Re: [HACKERS] Logical Replication WIP

From
Petr Jelinek
Date:
On 20/01/17 17:33, Jaime Casanova wrote:
> On 20 January 2017 at 11:25, Petr Jelinek <petr.jelinek@2ndquadrant.com> wrote:
>> On 20/01/17 17:05, Fujii Masao wrote:
>>> On Fri, Jan 20, 2017 at 11:08 PM, Peter Eisentraut
>>> <peter.eisentraut@2ndquadrant.com> wrote:
>>>> On 1/19/17 5:01 PM, Petr Jelinek wrote:
>>>>> There were some conflicting changes committed today so I rebased the
>>>>> patch on top of them.
>>>>>
>>>>> Other than that nothing much has changed, I removed the separate sync
>>>>> commit patch, included the rename patch in the patchset and fixed the
>>>>> bug around pg_subscription catalog reported by Erik Rijkers.
>>>>
>>>> Committed.
>>>
>>> Sorry I've not followed the discussion about logical replication at all, but
>>> why does logical replication launcher need to start up by default?
>>>
>>
>> Because running subscriptions is allowed by default.
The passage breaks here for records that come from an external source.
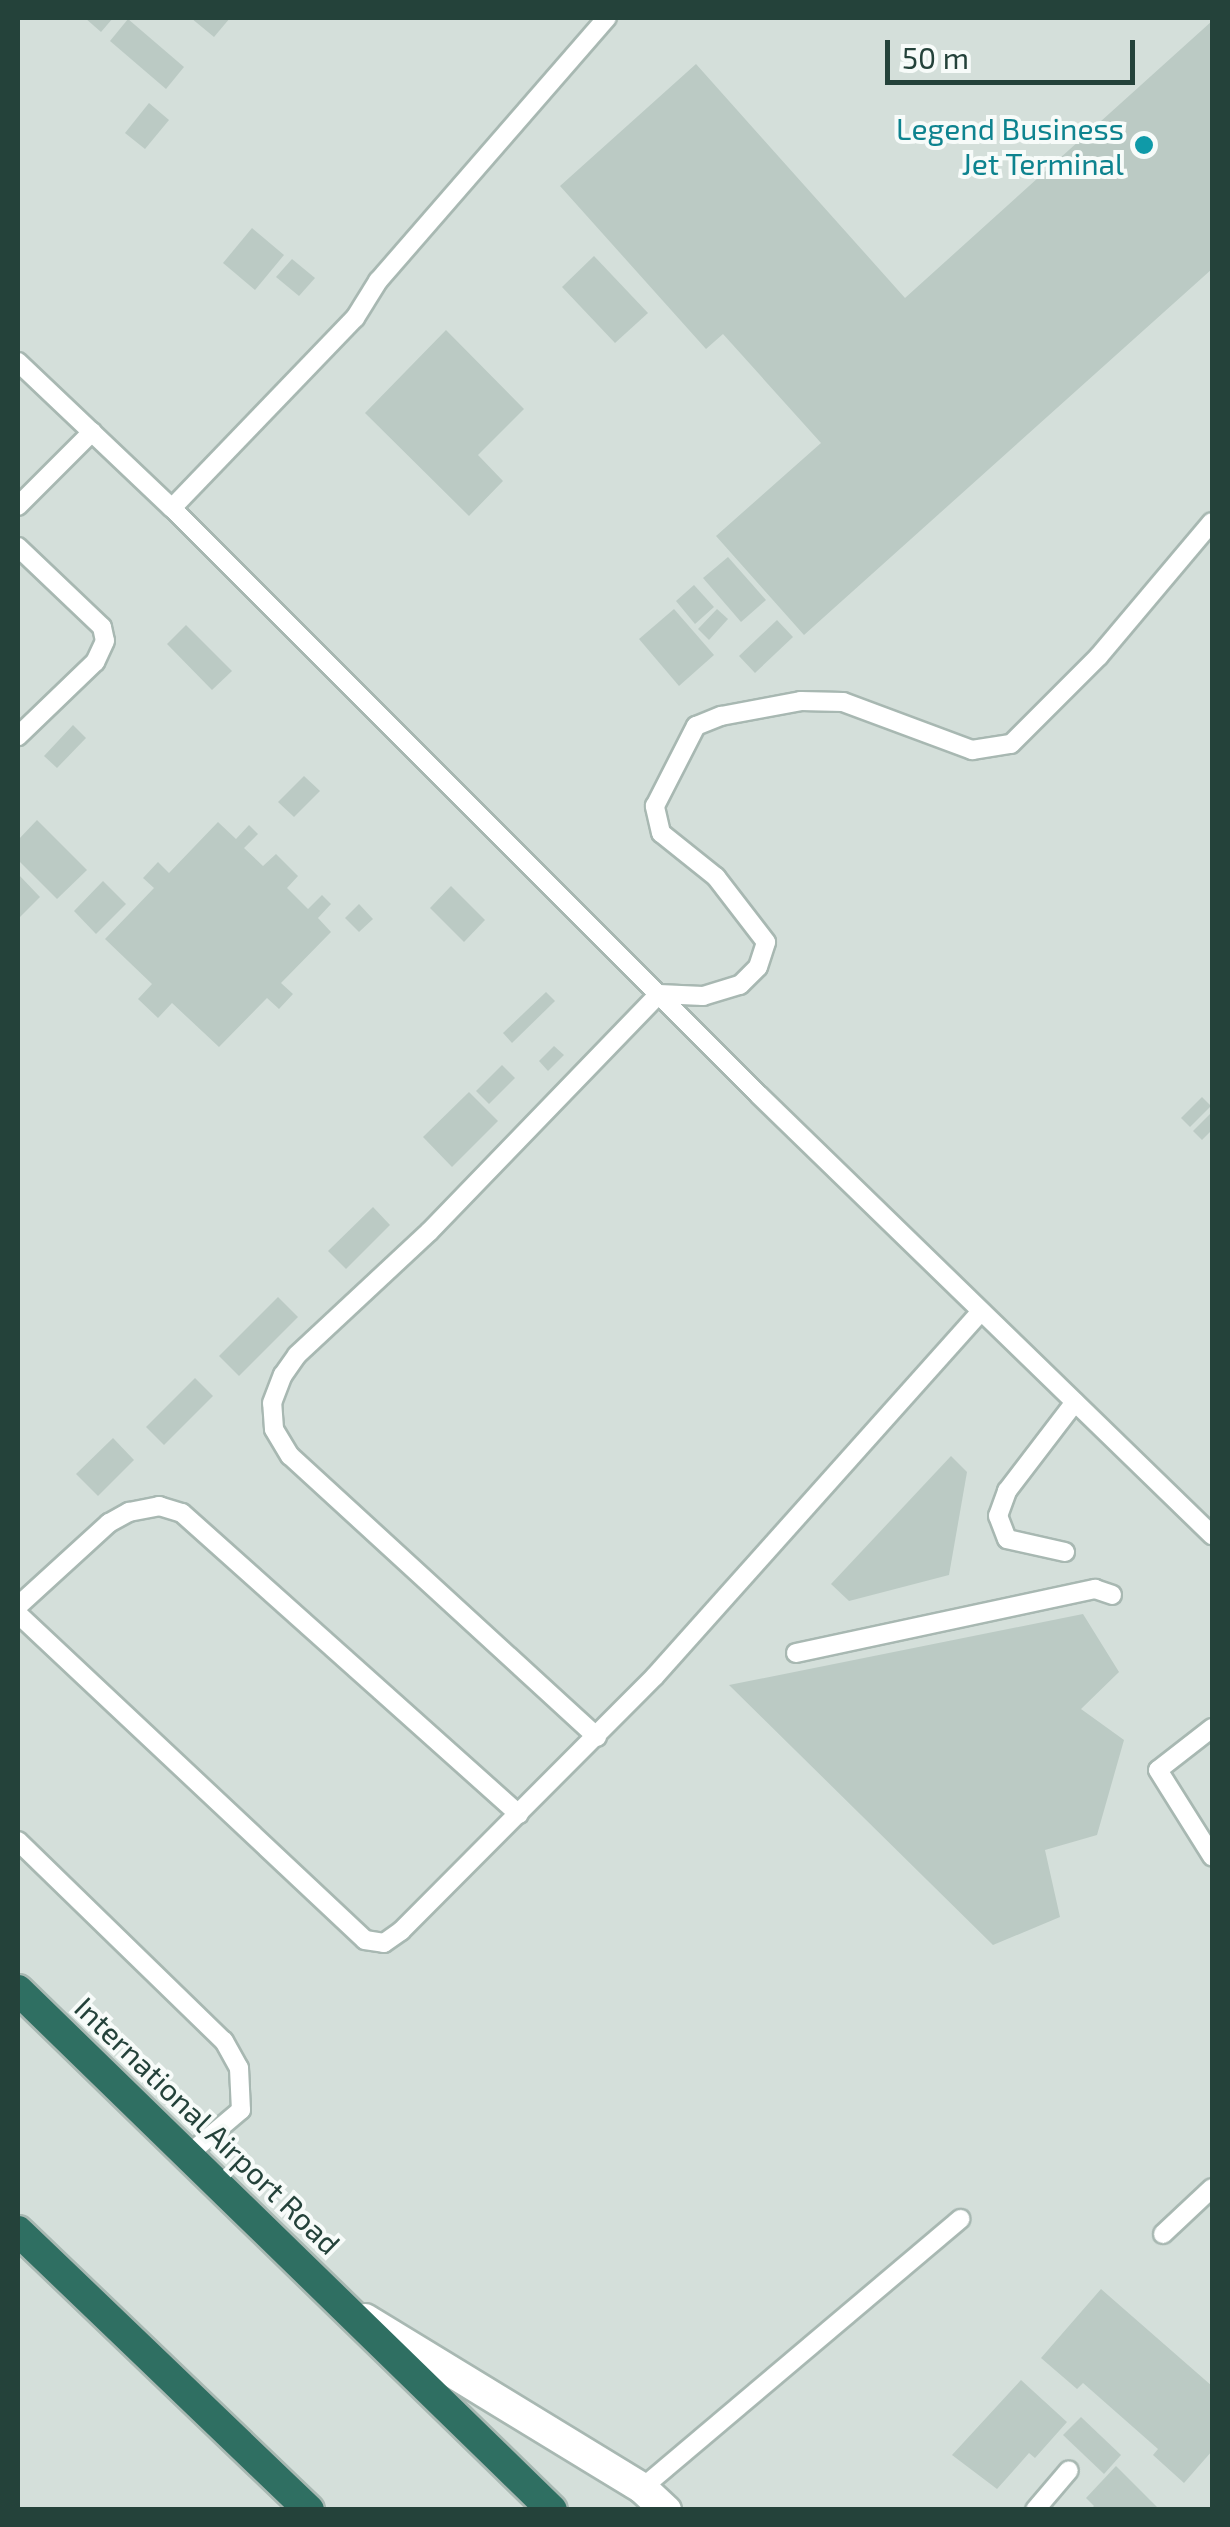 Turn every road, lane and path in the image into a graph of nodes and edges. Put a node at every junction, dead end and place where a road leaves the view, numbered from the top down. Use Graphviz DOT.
graph roads {
  1 [pos="607,18"];
  2 [pos="18,362"];
  3 [pos="92,432"];
  4 [pos="18,506"];
  5 [pos="172,508"];
  6 [pos="1212,522"];
  7 [pos="18,548"];
  8 [pos="18,736"];
  9 [pos="659,994"];
  10 [pos="981,1311"];
  11 [pos="1075,1402"];
  12 [pos="1212,1535"];
  13 [pos="1065,1552"];
  14 [pos="1112,1595"];
  15 [pos="18,1606"];
  16 [pos="18,1614"];
  17 [pos="796,1653"];
  18 [pos="1212,1728"];
  19 [pos="597,1737"];
  20 [pos="519,1814"];
  21 [pos="18,1841"];
  22 [pos="1212,1856"];
  23 [pos="18,1990"];
  24 [pos="189,2154"];
  25 [pos="1212,2188"];
  26 [pos="960,2219"];
  27 [pos="18,2231"];
  28 [pos="1163,2234"];
  29 [pos="350,2310"];
  30 [pos="267,2468"];
  31 [pos="1069,2470"];
  32 [pos="642,2488"];
  33 [pos="294,2510"];
  34 [pos="309,2510"];
  35 [pos="552,2510"];
  36 [pos="666,2510"];
  37 [pos="1035,2510"];
  1 -- 5 [label="lane"];
  2 -- 3 [label="lane"];
  3 -- 4 [label="lane"];
  3 -- 5 [label="lane"];
  5 -- 9 [label="lane"];
  6 -- 9 [label="lane"];
  7 -- 8 [label="lane"];
  9 -- 10 [label="lane"];
  9 -- 19 [label="lane"];
  10 -- 11 [label="lane"];
  10 -- 19 [label="lane"];
  11 -- 12 [label="lane"];
  11 -- 13 [label="lane"];
  14 -- 17 [label="lane"];
  15 -- 20 [label="lane"];
  16 -- 20 [label="lane"];
  18 -- 22 [label="lane"];
  19 -- 20 [label="lane"];
  21 -- 24 [label="lane"];
  23 -- 24 [label="highway, International Airport Road"];
  24 -- 29 [label="highway, International Airport Road"];
  25 -- 28 [label="lane"];
  26 -- 32 [label="lane"];
  27 -- 30 [label="highway"];
  29 -- 32 [label="main road, International Airport Road"];
  29 -- 35 [label="highway, International Airport Road"];
  30 -- 33 [label="main road"];
  30 -- 34 [label="highway"];
  31 -- 37 [label="lane"];
  32 -- 36 [label="main road, International Airport Road"];
}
You'd need to set
>> max_logical_replication_workers to 0 to disable that.
>>
> 
> surely wal_level < logical shouldn't start a logical replication
> launcher, and after an initdb wal_level is only replica
> 

Launcher is needed for subscriptions, subscriptions don't depend on
wal_level.

--  Petr Jelinek                  http://www.2ndQuadrant.com/ PostgreSQL Development, 24x7 Support, Training &
Services



Re: [HACKERS] Logical Replication WIP

From
Jaime Casanova
Date:
On 20 January 2017 at 11:39, Petr Jelinek <petr.jelinek@2ndquadrant.com> wrote:
> On 20/01/17 17:33, Jaime Casanova wrote:
>>>
>>
>> surely wal_level < logical shouldn't start a logical replication
>> launcher, and after an initdb wal_level is only replica
>>
>
> Launcher is needed for subscriptions, subscriptions don't depend on
> wal_level.
>

mmm... ok, i need to read a little then. thanks

-- 
Jaime Casanova                      www.2ndQuadrant.com
PostgreSQL Development, 24x7 Support, Remote DBA, Training & Services



Re: [HACKERS] Logical Replication WIP

From
Robert Haas
Date:
On Fri, Jan 20, 2017 at 11:39 AM, Petr Jelinek
<petr.jelinek@2ndquadrant.com> wrote:
> Launcher is needed for subscriptions, subscriptions don't depend on
> wal_level.

I don't see how a subscription can do anything useful with wal_level < logical?

-- 
Robert Haas
EnterpriseDB: http://www.enterprisedb.com
The Enterprise PostgreSQL Company



Re: [HACKERS] Logical Replication WIP

From
Craig Ringer
Date:


On 21 Jan. 2017 06:48, "Robert Haas" <robertmhaas@gmail.com> wrote:
On Fri, Jan 20, 2017 at 11:39 AM, Petr Jelinek
<petr.jelinek@2ndquadrant.com> wrote:
> Launcher is needed for subscriptions, subscriptions don't depend on
> wal_level.

I don't see how a subscription can do anything useful with wal_level < logical?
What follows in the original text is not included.